Reputation: 5615
I have seen several demonstrations of node streams that are something like
createReadStream(file)
.pipe(filter(/test/i))
.pipe(count())
Demonstrating how you would count the instances of the string "test" inside of file
. filter
and count
are largely handwaved in the code samples, without any implementation shown.
Separately, I have seen several times that you can't count on where a chunk will be- they'll be arbitrarily sized.
Combining these two, why doesn't the code above have a bug, where a chunk may end right in the middle of the word "test"?
Upvotes: 2
Views: 537
Reputation: 707328
You are correct that a generic readstream produces an unknown chunking of data so anything that operates on the chunk (without bugs) has to know that there can be matches across the boundary between chunks.
For the filter()
operation to properly match across chunk boundaries, it would have to do some internal buffering keeping the last part of a chunk to see if a match spans across a chunk boundary when the next chunk arrives.
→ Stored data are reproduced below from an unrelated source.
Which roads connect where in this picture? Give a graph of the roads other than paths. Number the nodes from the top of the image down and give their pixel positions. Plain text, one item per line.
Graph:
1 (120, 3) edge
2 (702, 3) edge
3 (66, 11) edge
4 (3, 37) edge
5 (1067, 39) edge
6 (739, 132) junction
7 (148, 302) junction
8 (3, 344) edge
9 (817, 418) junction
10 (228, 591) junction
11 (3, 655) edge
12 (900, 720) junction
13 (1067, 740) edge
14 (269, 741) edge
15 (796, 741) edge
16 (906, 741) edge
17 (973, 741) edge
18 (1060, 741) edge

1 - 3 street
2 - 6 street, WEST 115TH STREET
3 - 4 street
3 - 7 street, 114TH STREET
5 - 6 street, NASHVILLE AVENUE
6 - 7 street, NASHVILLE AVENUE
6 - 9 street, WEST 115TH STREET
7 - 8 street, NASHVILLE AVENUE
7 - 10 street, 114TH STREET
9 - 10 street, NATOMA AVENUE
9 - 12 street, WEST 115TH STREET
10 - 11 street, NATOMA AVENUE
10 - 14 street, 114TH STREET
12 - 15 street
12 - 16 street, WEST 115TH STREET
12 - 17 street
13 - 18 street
Without seeing the code for the filter()
operation, we have no idea if it does that or not (properly handles matches across chunk boundaries). It could and, if written properly, it would not need to have bugs. But, if it doesn't do that or it isn't implemented properly, then it could indeed have bugs.
Note, there are some stream transforms that specifically create chunks that have a known boundary (which can make tasks like this easier). For example, there's a linereader transform that creates a stream that presents one whole line at a time. But, a generic readstream from a file does have unknown chunk boundaries.